Through the Prism

After passing through the prism, each refraction contains some pure essence of the light, but only an incomplete part. We will always experience some aspect of reality, of the Truth, but only from our perspectives as they are colored by who and where we are. Others will know a different color and none will see the whole, complete light. These are my musings from my particular refraction.

2.27.2013

Grow Up or Grow Down?

(A review of Captain Underpants and the Revolting Revenge of the Radioactive Robo-Boxers by Dave Pilkey)

This tenth epic Captain Underpants novel jumps in right where the ninth one left off, with a time-traveling Tippy Tinkletrousers having apparently and inadvertently vanquished our hero for all time. Fortunately, both the good guys and the bad guys in the story have access to time travel machines, so the action picks up with a complicated, convoluted quest to restore things to their rightful order.

Over the course of the wacky adventure, we get two versions of Captain Underpants fighting side by side, three versions of Tippy working together against George and Harold at the same time, and the true stories behind: the big bang at the creation of the universe, the extinction of the dinosaurs, the start of the last ice age, the first caveman paintings on cave walls (in France), the world's first comic, and more.

And, of course, the book has plenty of patented Flip-O-Rama, action, humor, graphic novel sections, and ridiculous fun.

"Wow!" said George. "You mean it's that easy? All you have to do is make up your mind and stick to it, and you can change the future?"

"Yeah, I guess so," said Harold.



Chapter 2

Let's Get Serious, Folks!


Did you ever notice how grown-ups hate it when kids are having fun? Seriously, when was the last time you were doing something fun and some adult came over and made you stop? If you're like most kids, you're probably reading this very book because some adult wanted you to quit playing video games or watching TV.

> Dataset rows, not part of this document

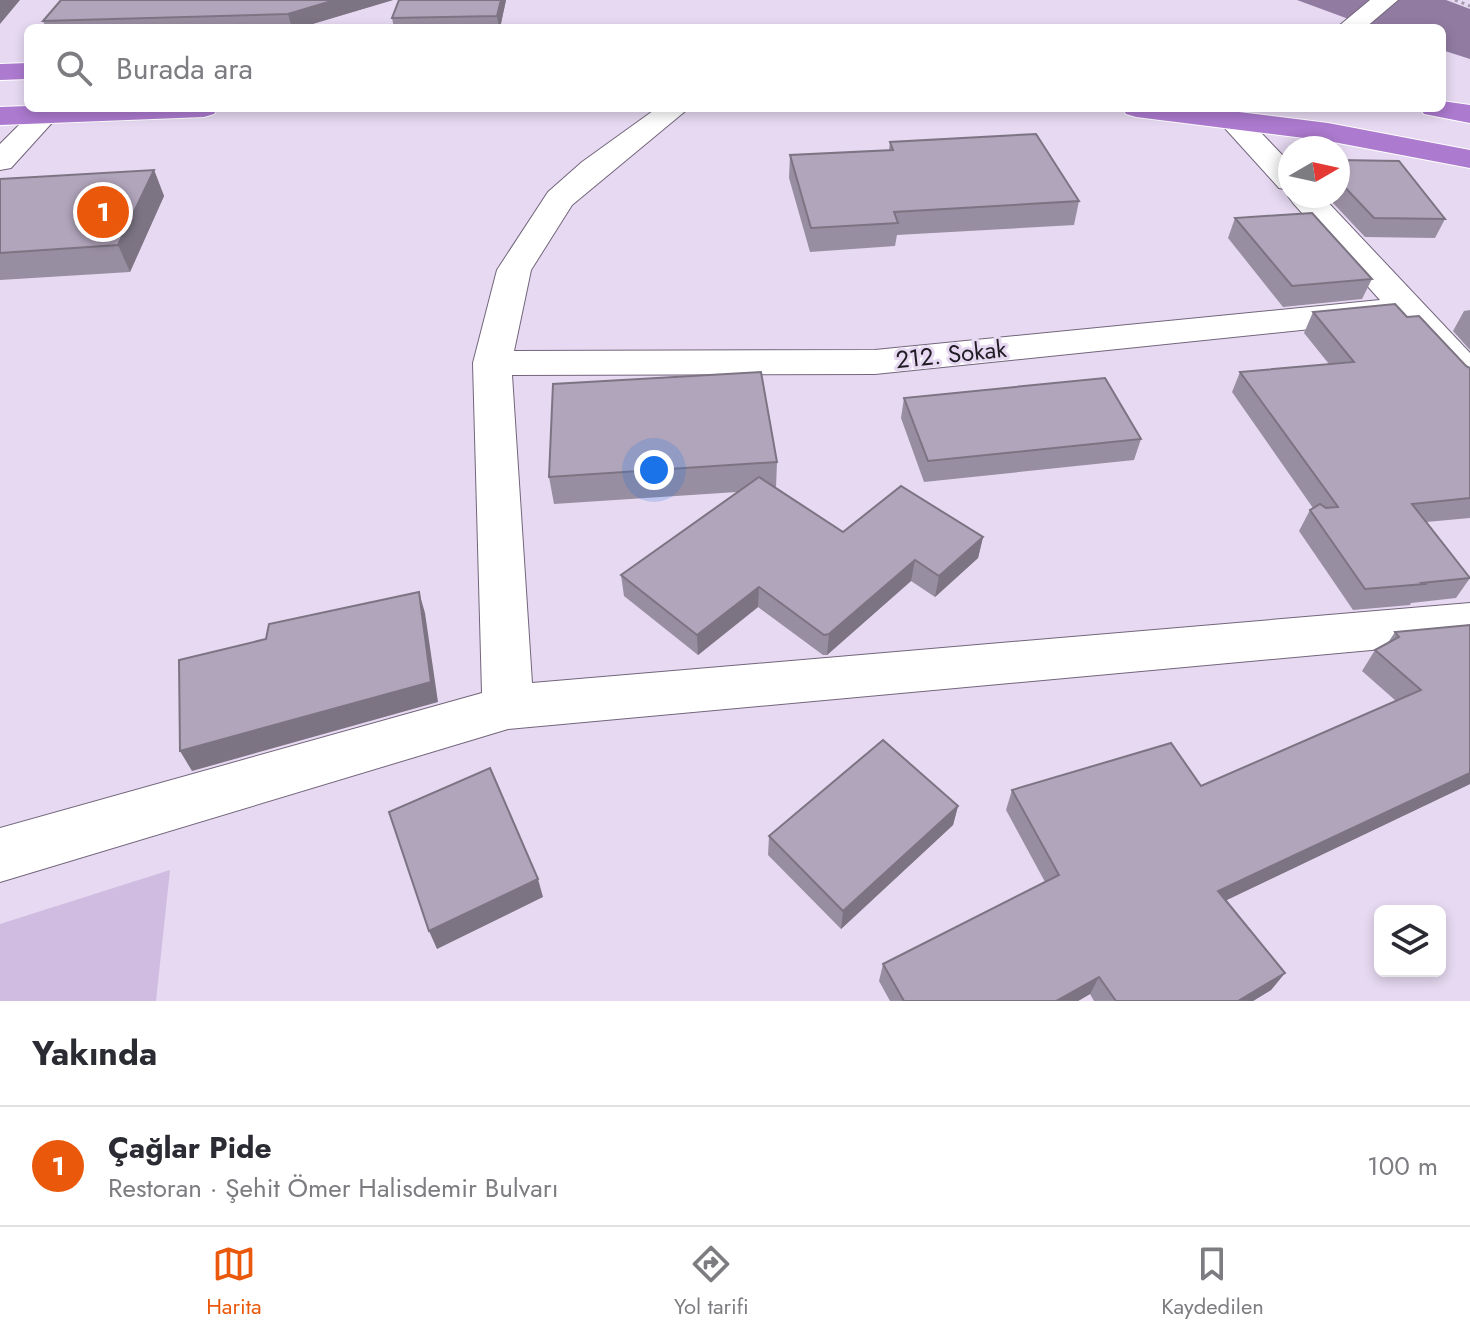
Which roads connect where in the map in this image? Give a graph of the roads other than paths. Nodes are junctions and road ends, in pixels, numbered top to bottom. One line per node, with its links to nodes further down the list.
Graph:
1 (1386, 0): 2 (street)
2 (1354, 24)
3 (24, 71): 4 (highway)
4 (0, 72)
5 (1446, 110): 9 (highway)
6 (113, 112): 10 (highway)
7 (670, 112): 18 (street)
8 (1171, 112): 12 (highway)
9 (1470, 114)
10 (45, 115): 11 (highway); 14 (street)
11 (0, 116)
12 (1232, 119): 13 (highway); 15 (street)
13 (1470, 159)
14 (0, 161)
15 (1278, 168)
16 (1315, 208): 17 (street)
17 (1408, 308): 18 (street, 212. Sokak); 19 (street)
18 (492, 363): 21 (street)
19 (1470, 376)
20 (1470, 622): 21 (street)
21 (508, 707): 22 (street)
22 (0, 855)

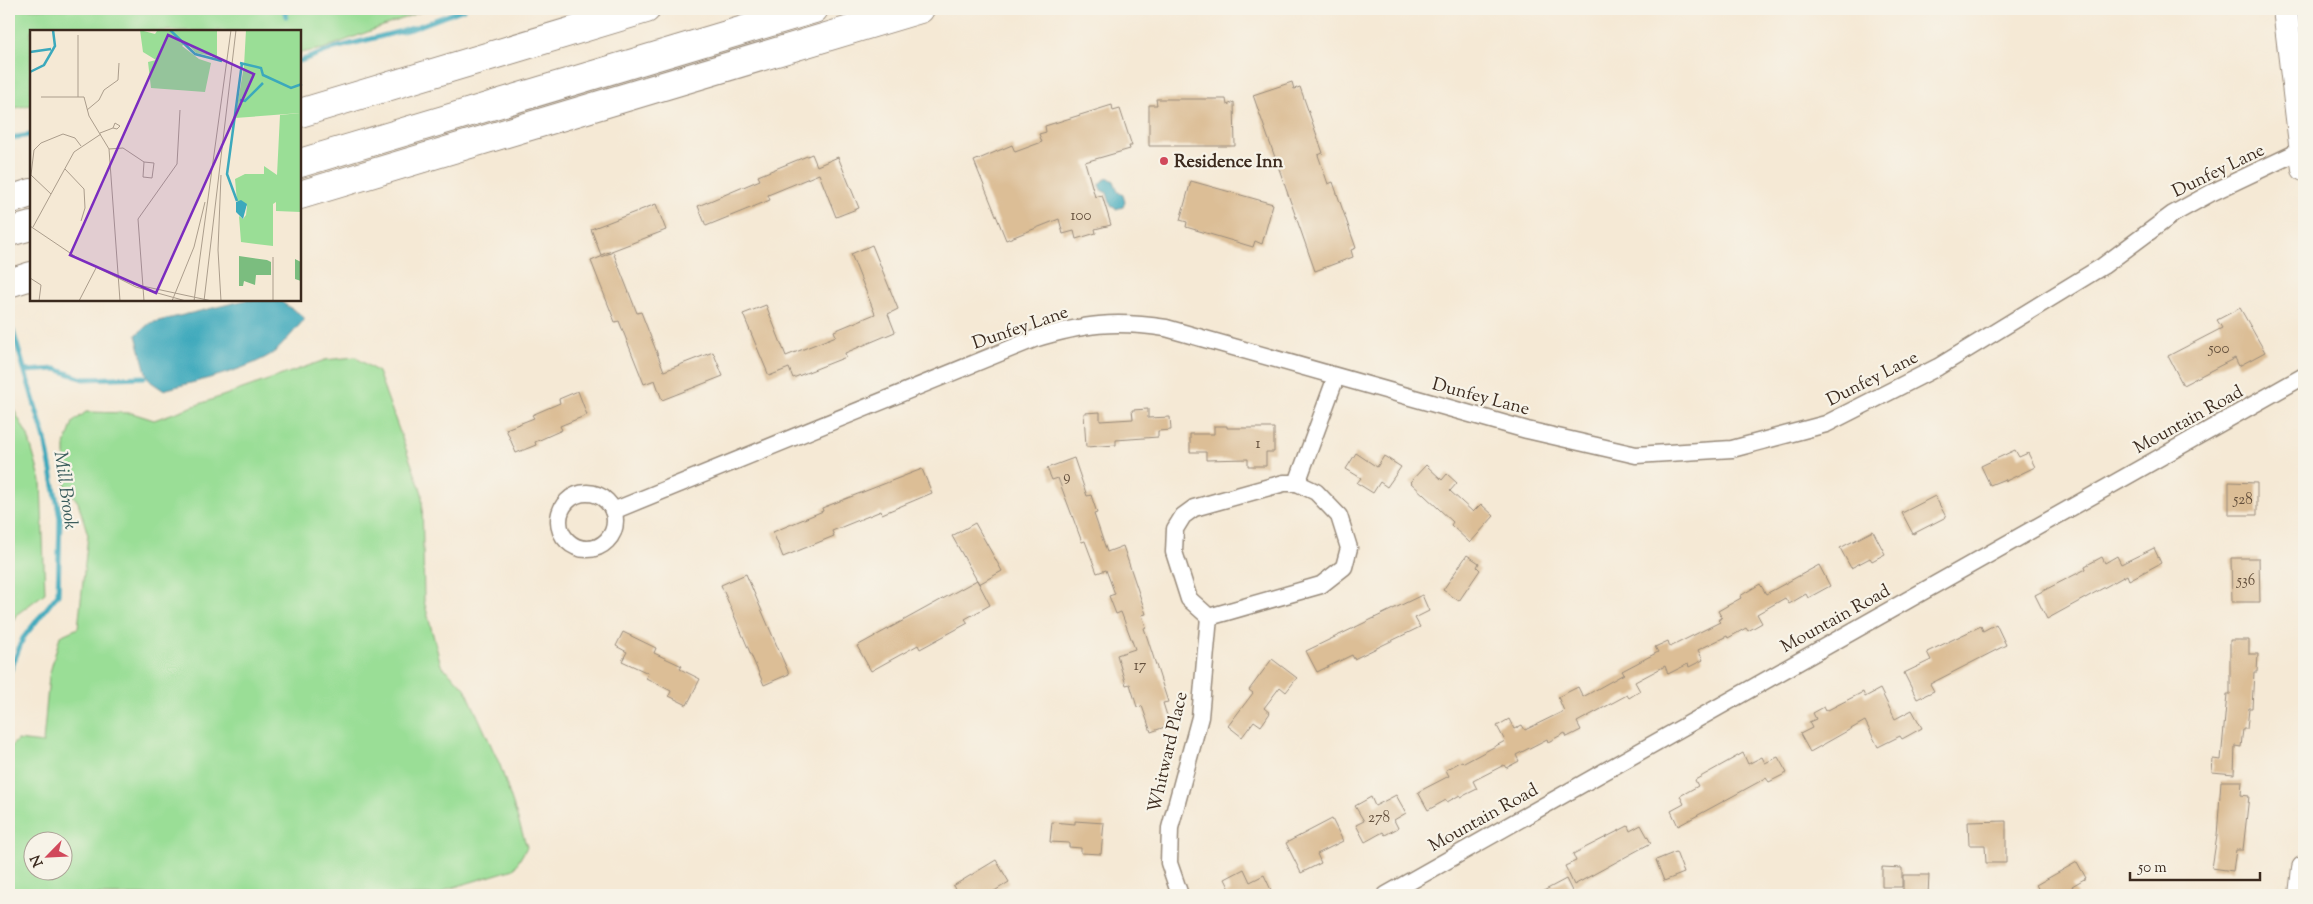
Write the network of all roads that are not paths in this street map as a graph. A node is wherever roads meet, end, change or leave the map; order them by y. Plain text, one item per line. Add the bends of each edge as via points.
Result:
1 (646, 9) edge
2 (753, 9) edge
3 (814, 9) edge
4 (920, 9) edge
5 (2285, 9) edge
6 (301, 113) edge
7 (301, 145) edge
8 (2304, 156) edge
9 (301, 163) edge
10 (30, 194) edge
11 (301, 195) edge
12 (9, 200) edge
13 (30, 226) edge
14 (9, 232) edge
15 (30, 244) edge
16 (9, 251) edge
17 (30, 276) edge
18 (9, 283) edge
19 (1336, 376) junction
20 (2304, 376) edge
21 (1297, 483) junction
22 (613, 511) dead end
23 (1209, 617) junction
24 (2304, 868) edge
25 (1180, 895) edge
26 (1386, 895) edge
27 (2301, 895) edge

1 - 6 highway
2 - 7 highway
3 - 9 highway
4 - 11 highway
5 - 8 main road
8 - 19 street, Dunfey Lane via 2211,193 2173,214 2103,266 1938,367 1826,424 1732,449 1636,455 1527,430
10 - 12 highway
13 - 14 highway
15 - 16 highway
17 - 18 highway
19 - 21 street
19 - 22 street, Dunfey Lane via 1166,328 1121,323 1072,328 1034,339
20 - 26 street, Mountain Road
21 - 23 street via 1284,483 1194,508 1183,516 1175,529 1174,552 1189,599
21 - 23 street via 1316,492 1338,516 1349,548 1344,567 1321,585
23 - 25 street, Whitward Place via 1200,717 1170,828 1169,862
24 - 27 main road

If you don't believe me, try this experiment: Grab a few of your friends, go into the corner of a room, and start goofing around. Make some noise! Start laughing and cheering and maybe shout out a "Woo-hoo!" or two. It's been scientifically proven that 89.4 percent of all grown-ups will drop whatever they're doing and rush over to put a stop to whatever "nonsense" you're up to.

You have to wonder, why are most grown-ups like this? Weren't they ever kids themselves? Didn't they enjoy laughing and cheering and goofing around when they were young? If so, when did they stop? And why?

Now, I certainly can't speak for all adults, but I'm going to anyway.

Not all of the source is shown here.